Reflecting “profound uncertainties” tied to financial market shocks, builder confidence in the market for new single-family homes receded to a record low in October, the National Association of Home Builders reported last month. The Washington, DC-based NAHB pointed to events on Wall Street, the deterioration in job markets and weakness in consumer confidence as the key reasons behind declining builder confidence.

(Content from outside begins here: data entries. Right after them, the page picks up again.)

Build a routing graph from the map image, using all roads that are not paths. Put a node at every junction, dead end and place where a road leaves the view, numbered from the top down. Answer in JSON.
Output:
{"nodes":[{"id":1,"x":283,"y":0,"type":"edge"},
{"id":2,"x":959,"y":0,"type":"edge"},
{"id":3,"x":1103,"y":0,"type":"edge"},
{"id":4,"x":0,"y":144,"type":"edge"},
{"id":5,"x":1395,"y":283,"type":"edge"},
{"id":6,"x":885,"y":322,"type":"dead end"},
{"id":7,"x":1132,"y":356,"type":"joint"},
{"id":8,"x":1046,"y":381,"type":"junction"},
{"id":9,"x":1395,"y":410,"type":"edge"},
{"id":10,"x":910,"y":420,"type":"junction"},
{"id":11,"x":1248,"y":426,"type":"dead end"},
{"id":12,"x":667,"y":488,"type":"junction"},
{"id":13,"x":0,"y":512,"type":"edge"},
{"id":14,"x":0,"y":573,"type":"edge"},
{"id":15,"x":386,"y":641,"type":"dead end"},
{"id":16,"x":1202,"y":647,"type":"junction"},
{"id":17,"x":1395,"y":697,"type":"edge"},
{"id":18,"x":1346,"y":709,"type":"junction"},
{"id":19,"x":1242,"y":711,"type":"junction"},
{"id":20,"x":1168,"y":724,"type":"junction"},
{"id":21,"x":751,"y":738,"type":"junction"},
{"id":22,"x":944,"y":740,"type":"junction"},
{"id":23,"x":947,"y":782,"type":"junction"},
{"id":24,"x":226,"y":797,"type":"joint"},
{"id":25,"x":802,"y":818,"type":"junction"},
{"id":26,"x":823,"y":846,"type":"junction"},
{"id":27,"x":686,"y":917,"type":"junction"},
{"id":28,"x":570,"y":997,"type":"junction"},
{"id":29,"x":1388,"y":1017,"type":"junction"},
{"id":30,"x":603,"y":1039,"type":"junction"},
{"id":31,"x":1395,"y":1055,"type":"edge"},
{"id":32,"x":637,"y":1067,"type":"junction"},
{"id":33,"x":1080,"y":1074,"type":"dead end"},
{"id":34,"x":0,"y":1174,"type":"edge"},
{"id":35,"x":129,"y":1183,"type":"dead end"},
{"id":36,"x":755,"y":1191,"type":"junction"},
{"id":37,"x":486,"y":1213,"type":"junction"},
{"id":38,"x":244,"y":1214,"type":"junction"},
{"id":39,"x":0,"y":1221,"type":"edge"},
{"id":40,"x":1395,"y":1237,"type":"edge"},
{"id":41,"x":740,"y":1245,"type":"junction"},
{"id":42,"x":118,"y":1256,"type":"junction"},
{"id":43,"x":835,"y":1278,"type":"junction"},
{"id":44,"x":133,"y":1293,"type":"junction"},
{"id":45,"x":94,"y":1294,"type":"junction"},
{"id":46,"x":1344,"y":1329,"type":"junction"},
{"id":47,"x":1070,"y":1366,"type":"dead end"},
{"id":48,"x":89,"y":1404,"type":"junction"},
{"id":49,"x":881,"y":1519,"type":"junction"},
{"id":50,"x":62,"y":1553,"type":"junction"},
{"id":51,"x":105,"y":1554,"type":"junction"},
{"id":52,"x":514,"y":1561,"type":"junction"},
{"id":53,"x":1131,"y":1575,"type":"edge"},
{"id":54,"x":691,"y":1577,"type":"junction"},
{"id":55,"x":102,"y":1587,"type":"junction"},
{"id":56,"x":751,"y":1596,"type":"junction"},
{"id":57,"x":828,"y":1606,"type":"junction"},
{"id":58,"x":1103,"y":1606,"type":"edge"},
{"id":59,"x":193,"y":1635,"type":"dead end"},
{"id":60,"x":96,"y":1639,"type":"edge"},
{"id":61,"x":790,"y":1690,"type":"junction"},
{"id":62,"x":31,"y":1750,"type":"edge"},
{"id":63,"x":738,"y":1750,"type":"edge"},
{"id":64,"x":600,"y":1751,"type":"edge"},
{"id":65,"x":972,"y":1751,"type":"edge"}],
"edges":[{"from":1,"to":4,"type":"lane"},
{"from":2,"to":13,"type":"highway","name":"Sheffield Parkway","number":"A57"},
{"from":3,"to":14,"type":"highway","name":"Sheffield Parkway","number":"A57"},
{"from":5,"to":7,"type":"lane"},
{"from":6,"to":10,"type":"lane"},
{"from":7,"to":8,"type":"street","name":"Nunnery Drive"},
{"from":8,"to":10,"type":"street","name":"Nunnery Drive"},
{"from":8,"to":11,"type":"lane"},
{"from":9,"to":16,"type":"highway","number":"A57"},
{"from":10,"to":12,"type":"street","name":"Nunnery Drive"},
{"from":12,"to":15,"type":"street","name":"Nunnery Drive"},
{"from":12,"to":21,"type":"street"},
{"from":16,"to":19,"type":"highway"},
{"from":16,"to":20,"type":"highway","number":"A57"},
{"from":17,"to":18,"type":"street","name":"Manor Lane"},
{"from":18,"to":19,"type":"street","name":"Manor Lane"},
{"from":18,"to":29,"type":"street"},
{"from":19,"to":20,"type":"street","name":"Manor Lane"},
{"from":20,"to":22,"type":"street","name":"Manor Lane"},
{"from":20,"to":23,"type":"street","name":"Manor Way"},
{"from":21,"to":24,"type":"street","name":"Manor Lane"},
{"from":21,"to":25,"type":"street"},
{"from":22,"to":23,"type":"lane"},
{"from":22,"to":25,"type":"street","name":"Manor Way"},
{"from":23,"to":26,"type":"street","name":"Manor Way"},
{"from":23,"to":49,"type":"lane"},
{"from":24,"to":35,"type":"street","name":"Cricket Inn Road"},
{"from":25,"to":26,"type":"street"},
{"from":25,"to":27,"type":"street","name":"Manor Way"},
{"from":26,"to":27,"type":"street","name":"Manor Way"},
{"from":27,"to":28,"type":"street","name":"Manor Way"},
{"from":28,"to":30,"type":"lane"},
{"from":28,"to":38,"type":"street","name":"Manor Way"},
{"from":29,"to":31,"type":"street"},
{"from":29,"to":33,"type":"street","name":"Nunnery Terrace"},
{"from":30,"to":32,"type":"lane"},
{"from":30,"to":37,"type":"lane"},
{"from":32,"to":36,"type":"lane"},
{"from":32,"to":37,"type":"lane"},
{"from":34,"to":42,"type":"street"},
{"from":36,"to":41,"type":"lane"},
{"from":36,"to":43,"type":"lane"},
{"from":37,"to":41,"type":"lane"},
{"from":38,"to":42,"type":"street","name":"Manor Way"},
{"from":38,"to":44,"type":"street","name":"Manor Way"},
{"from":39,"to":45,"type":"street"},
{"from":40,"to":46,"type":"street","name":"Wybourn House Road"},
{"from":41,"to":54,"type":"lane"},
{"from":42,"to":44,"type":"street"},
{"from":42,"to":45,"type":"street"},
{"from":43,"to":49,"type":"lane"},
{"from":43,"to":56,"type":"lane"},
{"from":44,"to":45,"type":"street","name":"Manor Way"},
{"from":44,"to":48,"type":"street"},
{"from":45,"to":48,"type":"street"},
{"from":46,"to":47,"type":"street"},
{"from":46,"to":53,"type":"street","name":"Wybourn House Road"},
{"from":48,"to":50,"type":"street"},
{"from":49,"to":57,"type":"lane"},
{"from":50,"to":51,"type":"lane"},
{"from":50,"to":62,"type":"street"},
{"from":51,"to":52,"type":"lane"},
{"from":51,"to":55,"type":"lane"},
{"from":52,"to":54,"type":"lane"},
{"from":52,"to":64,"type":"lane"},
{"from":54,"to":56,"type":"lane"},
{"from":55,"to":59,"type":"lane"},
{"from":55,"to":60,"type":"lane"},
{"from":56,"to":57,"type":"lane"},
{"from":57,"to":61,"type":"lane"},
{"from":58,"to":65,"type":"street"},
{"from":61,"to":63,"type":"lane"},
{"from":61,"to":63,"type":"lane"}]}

In an ongoing effort to pare down inventories of unsold homes, builders further reduced housing production in September, with U.S. housing starts falling 6.3% to a seasonally adjusted annual rate of 817,000 units, the slowest building pace since early 1991. In contrast, sales of newly built single-family homes turned upward in September, posting a 2.7% gain to a seasonally adjusted annual rate of 464,000 units.

Existing-Home Sales

Existing-home sales increased in September – the first time since November 2005 that home sales have been above year-ago levels – according to the National Association of Realtors. Resales rose 5.5% to a seasonally adjusted annual rate of 5.18 million units in September, from a level of 4.91 million in August; they were 1.4% higher than the 5.11-million-unit pace in September 2007, the NAR said. Sales were boosted by improved affordability conditions, the NAR said. Impacted by the large supply of unsold homes, tighter lending standards and record foreclosures, prices of U.S. single-family homes plunged a record 16.6% in August from a year earlier, Standard & Poor’s reported last month. The national median existing-home price for all housing types was $191,600 in September, down 9% percent from a year ago, the NAR said. Compared to a fairly small share of foreclosures or short sales a year ago, distressed sales currently represent 35-40% of transactions, the NAR pointed out.

Residential Remodeling

The economy and housing market remain key hurdles for remodeling activity, according to the Joint Center for Housing Studies at Harvard University, which forecast last month that homeowner improvement spending between this past June and the second quarter of next year will be 12% less than it was during the same time period a year earlier. According to Joint Center Chief Economist Kermit Baker, the nation may be nearing a cyclical low point for home improvement activity. “Existing-home sales appear to be stabilizing and interest rates for financing home improvements are favorable,” said Baker, noting, however, other market indicators “continue to deteriorate.”

Cabinet & Vanity Sales

Sales of cabinets and vanities fell sharply in September compared to September 2007, the Kitchen Cabinet Manufacturers Association said last month. According to the Reston, VA-based KCMA, manufacturers participating in the association’s monthly “Trend of Business” survey reported overall cabinet sales declined 18.5% in September compared to September of 2007. Sales of stock cabinets fell 15.3% while semi-custom cabinet sales dropped 21.0% and custom cabinet sales fell 21.4%, the KCMA reported. Year-to-date sales through the first nine months of 2008 were down 17.3% compared to the January-September period of 2007, the KCMA added.

Market Analysis

Housing Downturn Seen Easing in 2009, Amid Uncertainties Termed ‘Unprecedented’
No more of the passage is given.